MATERIAL FOR THE TASK:
____

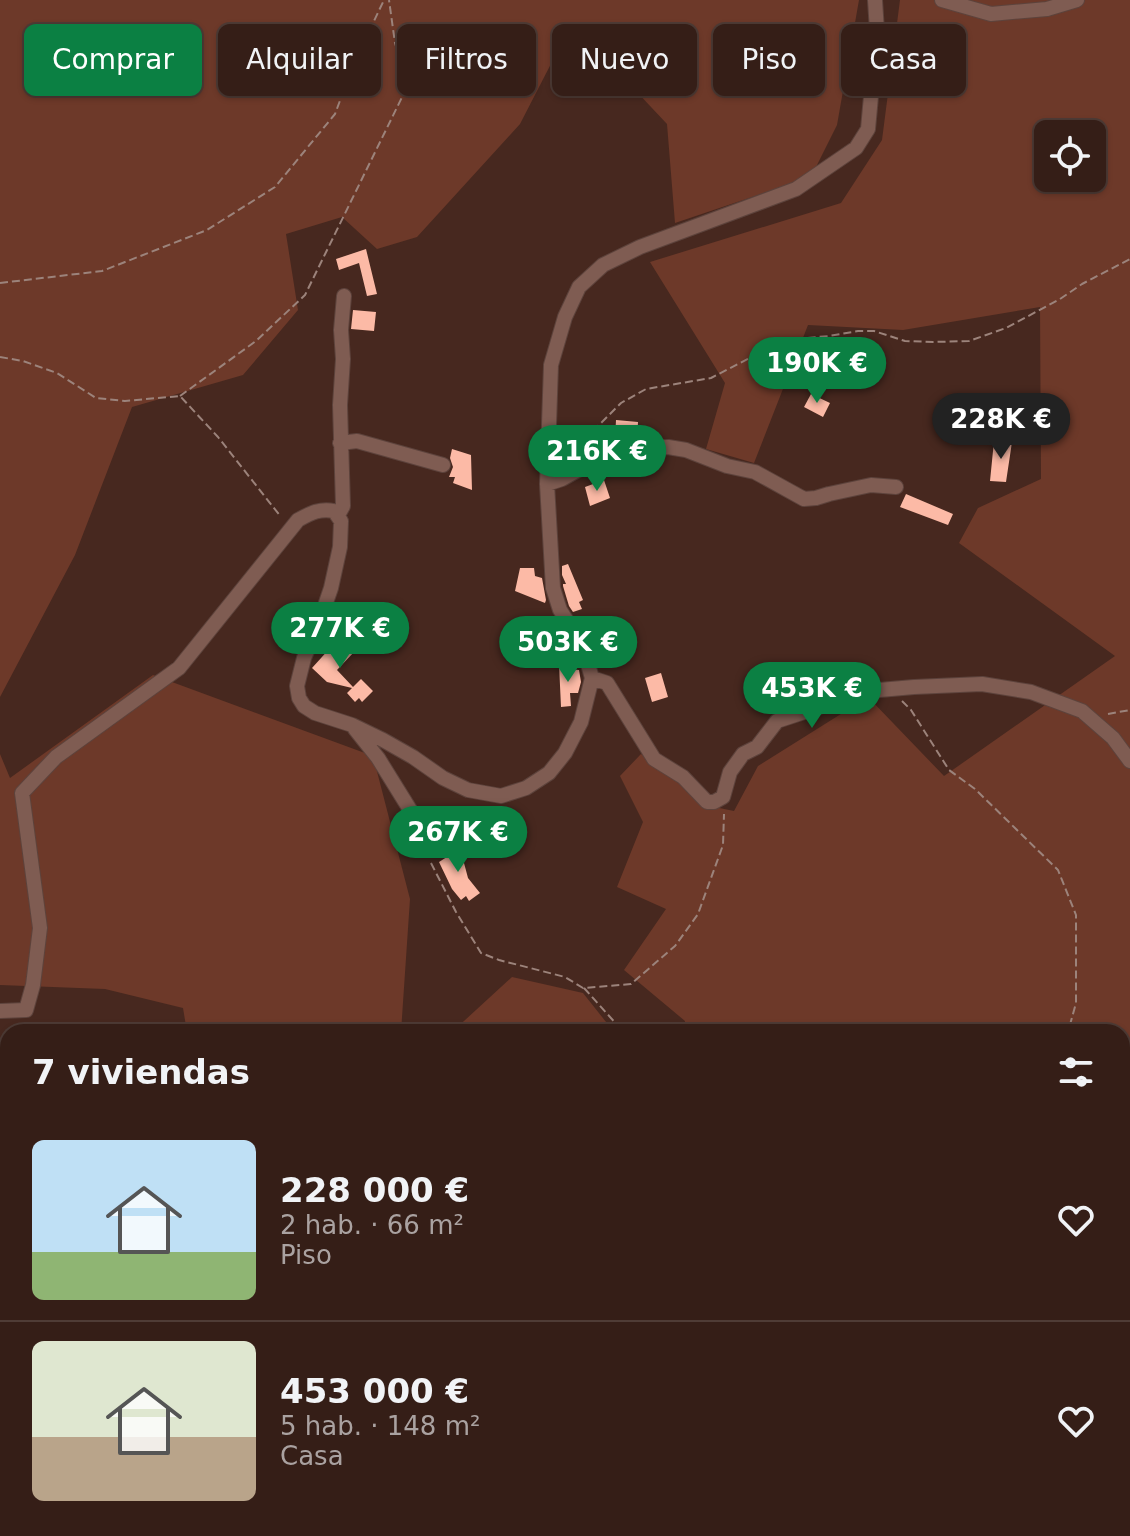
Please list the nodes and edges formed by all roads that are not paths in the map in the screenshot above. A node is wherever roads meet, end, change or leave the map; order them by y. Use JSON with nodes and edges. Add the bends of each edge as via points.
{"nodes":[{"id":1,"x":875,"y":0,"type":"edge"},
{"id":2,"x":942,"y":0,"type":"edge"},
{"id":3,"x":1077,"y":0,"type":"edge"},
{"id":4,"x":344,"y":296,"type":"dead end"},
{"id":5,"x":340,"y":443,"type":"junction"},
{"id":6,"x":443,"y":465,"type":"dead end"},
{"id":7,"x":547,"y":484,"type":"junction"},
{"id":8,"x":896,"y":487,"type":"dead end"},
{"id":9,"x":338,"y":515,"type":"junction"},
{"id":10,"x":592,"y":678,"type":"junction"},
{"id":11,"x":352,"y":725,"type":"junction"},
{"id":12,"x":1130,"y":761,"type":"edge"},
{"id":13,"x":435,"y":850,"type":"dead end"},
{"id":14,"x":0,"y":1011,"type":"edge"}],
"edges":[{"from":1,"to":7,"type":"street","via":[[868,129],[856,148],[796,189],[640,247],[603,265],[579,287],[551,365]]},
{"from":2,"to":3,"type":"street","via":[[991,14],[1047,9]]},
{"from":4,"to":5,"type":"street"},
{"from":5,"to":6,"type":"street","via":[[357,441]]},
{"from":5,"to":9,"type":"street","via":[[343,506]]},
{"from":7,"to":8,"type":"street","via":[[589,464],[644,448],[668,447],[755,472],[804,499],[871,485]]},
{"from":7,"to":10,"type":"street","via":[[553,588],[582,644]]},
{"from":9,"to":11,"type":"street","via":[[340,547],[331,588],[297,686],[304,706]]},
{"from":9,"to":14,"type":"street","via":[[314,511],[298,520],[179,668],[56,757],[22,793],[40,928],[26,1010]]},
{"from":10,"to":11,"type":"street","via":[[581,722],[565,753],[549,773],[501,796],[468,790]]},
{"from":10,"to":12,"type":"street","via":[[607,683],[654,759],[683,777],[707,802],[723,797],[730,772],[777,721],[868,691],[982,684],[1031,692],[1082,711]]},
{"from":11,"to":13,"type":"street"}]}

____

PROBLEM: Return each line from the data where the string "junction" can be found.

RESPONSE TO THIS EXERCISE:
{"id":5,"x":340,"y":443,"type":"junction"},
{"id":7,"x":547,"y":484,"type":"junction"},
{"id":9,"x":338,"y":515,"type":"junction"},
{"id":10,"x":592,"y":678,"type":"junction"},
{"id":11,"x":352,"y":725,"type":"junction"},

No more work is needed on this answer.